Poème adressé à Louise de Chatillon-Coligny ***

Si je mourais là-bas sur le front de l'armée

Tu pleurerais un jou ô Lou ma bien-aimée

Et puis mon souvenir s'éteindrait comme meurt

Un obus éclatant sur le front de l'armée

Un tel obus semblable aux mimosas en fleur.

 

Et puis ce souvenir éclaté dans l'espace

Couvrirait de mon sang le monde tout entier

La mer les monts les vals et l'étoile qui passe

Les soleils merveilleux murissant dans l'espace

Comme font les fruits d'or autour de Baratier.*

 

Souvenir oublié vivant dans toutes choses

Je rougirais le bout de tes jolis seins roses

Je rougirais ta bouche et tes cheveux sanglants

Tu ne vieilliras ponit toutes ces belles choses

Rajeuniraient toujours pour leurs destins galants. 

 

Le fatal giclement de mon sang sur le monde

Donnerait au soleil plus de vive clarté

Aux fleurs plus de couleur plus de vitesse à l'onde

Un amour inouï descendrait sur le monde 

L'amant serait plus fort dans ton corps écarté.

 

Lou si je meurs là-bas souvenir qu'on oublie

Souviens-t-en quelquefois aux instants de folie

De jeunesse et d'amour et d'éclatante ardeur

Mon sang c'est la fontaine ardente du bonheur

Et sois la plus heureuse étant la plus jolie.

 

O mon unique amour et ma grande folie

 

La nuit descend

On y pressent

Un long un long destin de sang.

*Baratier est une commune française, située dans le département des Hautes-Alpes et la région Provence-Alpes-Côte d'Azur.

 

*** ..... En 1914 le poète décide de s'engager, bien qu'il ne soit pas de nationalité française. Mais on n'a que faire d'étrangers dans un conflit que l'on pense bref. À Nice, il rencontre une aristocrate, Louise de Coligny-Châtillon, et lui fait la cour, en vain. Après une nouvelle demande d'engagement, il est versé au 38e régiment d'artillerie de Nîmes. Louise, qui a résisté à l'empressement du poète, cède au charme de l'artilleur.
Envoyé sur le front, il partage la vie et les souffrances de tous ceux qui se battent dans les tranchées.

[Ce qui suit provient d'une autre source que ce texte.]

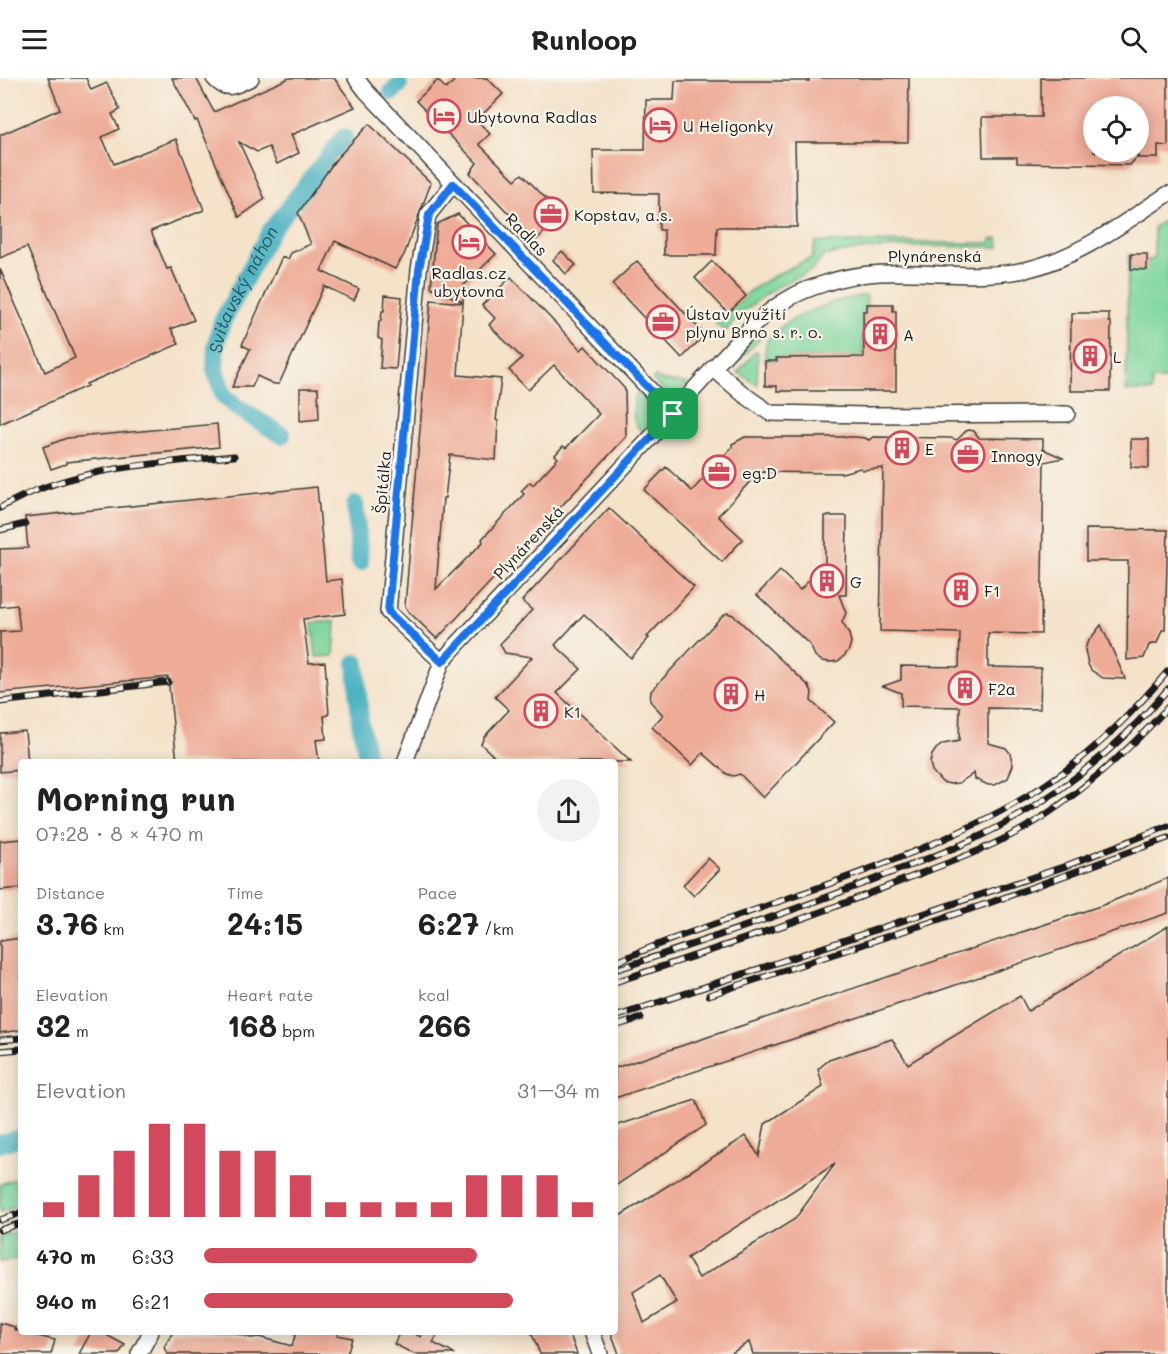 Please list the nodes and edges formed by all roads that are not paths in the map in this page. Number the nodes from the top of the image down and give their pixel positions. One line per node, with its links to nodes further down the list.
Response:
1 (214, 78): 2 (street)
2 (251, 78)
3 (356, 78): 4 (street, Radlas)
4 (453, 184): 7 (street, Radlas); 9 (street, Špitálka)
5 (1168, 194): 6 (street, Plynárenská)
6 (714, 368): 7 (street, Plynárenská); 8 (street)
7 (673, 414): 9 (street, Plynárenská)
8 (1067, 414)
9 (442, 662): 10 (street)
10 (406, 759)
11 (150, 1335): 13 (street)
12 (593, 1335): 14 (street)
13 (139, 1354)
14 (600, 1354) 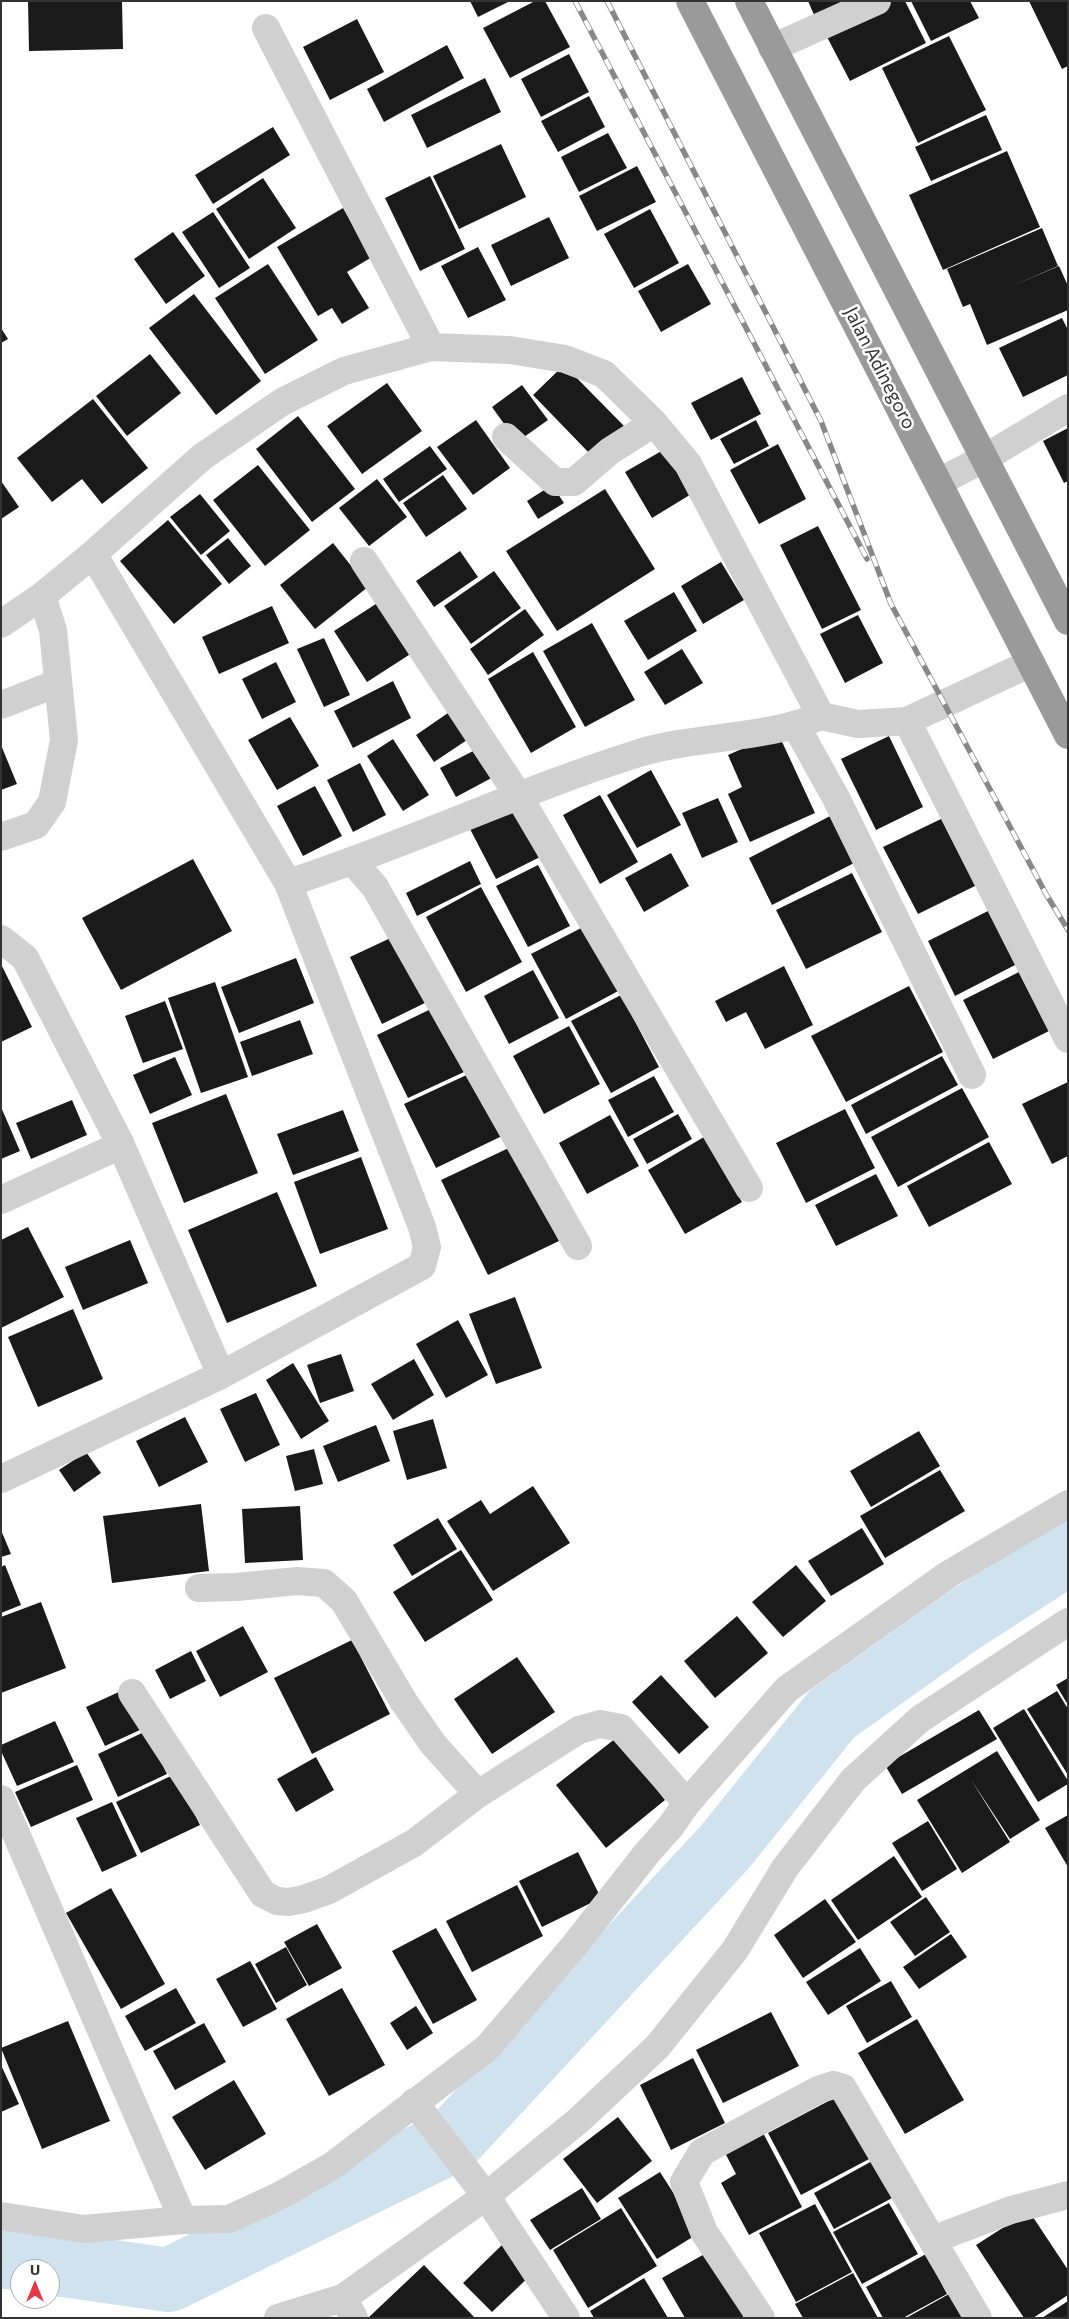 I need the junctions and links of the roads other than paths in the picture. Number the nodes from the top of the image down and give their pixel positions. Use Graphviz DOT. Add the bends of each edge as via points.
graph roads {
  1 [pos="690,1"];
  2 [pos="749,1"];
  3 [pos="877,1"];
  4 [pos="266,28"];
  5 [pos="772,48"];
  6 [pos="432,348"];
  7 [pos="1068,408"];
  8 [pos="654,423"];
  9 [pos="506,437"];
  10 [pos="983,459"];
  11 [pos="939,482"];
  12 [pos="93,554"];
  13 [pos="364,561"];
  14 [pos="42,596"];
  15 [pos="1068,621"];
  16 [pos="1,624"];
  17 [pos="1031,663"];
  18 [pos="58,683"];
  19 [pos="1,705"];
  20 [pos="808,721"];
  21 [pos="907,721"];
  22 [pos="1068,735"];
  23 [pos="518,795"];
  24 [pos="1,837"];
  25 [pos="353,862"];
  26 [pos="288,883"];
  27 [pos="1,939"];
  28 [pos="1068,1038"];
  29 [pos="972,1075"];
  30 [pos="121,1144"];
  31 [pos="749,1188"];
  32 [pos="1,1200"];
  33 [pos="578,1246"];
  34 [pos="221,1374"];
  35 [pos="1,1479"];
  36 [pos="1068,1504"];
  37 [pos="199,1588"];
  38 [pos="1068,1622"];
  39 [pos="132,1693"];
  40 [pos="478,1794"];
  41 [pos="1,1798"];
  42 [pos="686,1803"];
  43 [pos="418,2108"];
  44 [pos="480,2190"];
  45 [pos="1068,2195"];
  46 [pos="1,2216"];
  47 [pos="183,2220"];
  48 [pos="932,2240"];
  49 [pos="348,2308"];
  50 [pos="278,2318"];
  51 [pos="566,2318"];
  52 [pos="761,2318"];
  53 [pos="978,2318"];
  1 -- 11 [label="highway, Jalan Adinegoro"];
  2 -- 5 [label="highway"];
  3 -- 5 [label="street"];
  4 -- 6 [label="street"];
  5 -- 10 [label="highway"];
  6 -- 8 [label="street" via="510,350 565,359 604,374"];
  6 -- 12 [label="street" via="344,371 282,402 202,457"];
  7 -- 10 [label="street"];
  8 -- 9 [label="street" via="610,451 574,482 556,482"];
  8 -- 20 [label="street" via="688,464"];
  10 -- 11 [label="street"];
  10 -- 15 [label="highway"];
  11 -- 17 [label="highway, Jalan Adinegoro"];
  12 -- 14 [label="street"];
  12 -- 26 [label="street"];
  13 -- 23 [label="street"];
  14 -- 16 [label="street"];
  14 -- 18 [label="street" via="53,630"];
  17 -- 21 [label="street"];
  17 -- 22 [label="highway, Jalan Adinegoro"];
  18 -- 19 [label="street"];
  18 -- 24 [label="street" via="64,740 52,802 36,824"];
  20 -- 21 [label="street" via="858,724"];
  20 -- 23 [label="street" via="666,745"];
  20 -- 29 [label="street" via="836,798"];
  21 -- 28 [label="street"];
  23 -- 25 [label="street"];
  23 -- 31 [label="street"];
  25 -- 26 [label="street"];
  25 -- 33 [label="street" via="380,895"];
  26 -- 34 [label="street" via="427,1247 422,1266"];
  27 -- 30 [label="street" via="25,958"];
  30 -- 32 [label="street"];
  30 -- 34 [label="street"];
  34 -- 35 [label="street"];
  36 -- 42 [label="street" via="949,1574 787,1689"];
  37 -- 40 [label="street" via="297,1581 324,1583 344,1601 433,1744"];
  38 -- 44 [label="street" via="920,1719 853,1780 785,1868 735,1950 657,2047 579,2120"];
  39 -- 40 [label="street" via="263,1894 277,1901 304,1900 329,1890 414,1843"];
  40 -- 42 [label="street" via="579,1730 600,1724 621,1728"];
  41 -- 47 [label="street"];
  42 -- 43 [label="street" via="574,1946 487,2048"];
  43 -- 44 [label="street"];
  43 -- 47 [label="street" via="332,2166 279,2196 229,2219"];
  44 -- 49 [label="street"];
  44 -- 51 [label="street"];
  45 -- 48 [label="street" via="1011,2210"];
  46 -- 47 [label="street" via="84,2229"];
  48 -- 52 [label="street" via="843,2088 833,2085 818,2090 702,2152 684,2182 704,2232"];
  48 -- 53 [label="street"];
  49 -- 50 [label="street"];
}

Cette épreuve lui inspire de nombreux poèmes qui mêlent à l'horreur des évocations de guerre l'espoir de la vie et de l'amour, et des lettres du front qu'il envoie à la bien-aimée, Louise de Coligny-Châtillon, surnommée «Lou». Il en publiera un petit nombre dans «
Calligrammes» (1918), accompagnées de «Poèmes de la paix et de la guerre» de «poèmes conversations» et d'«idéogrammes lyriques» qui associent dessins et mots sous forme de poèmes graphiques; les autres lettres feront l'objet, en 1947, d'une publication posthume sous le titre de «Poèmes à Lou»....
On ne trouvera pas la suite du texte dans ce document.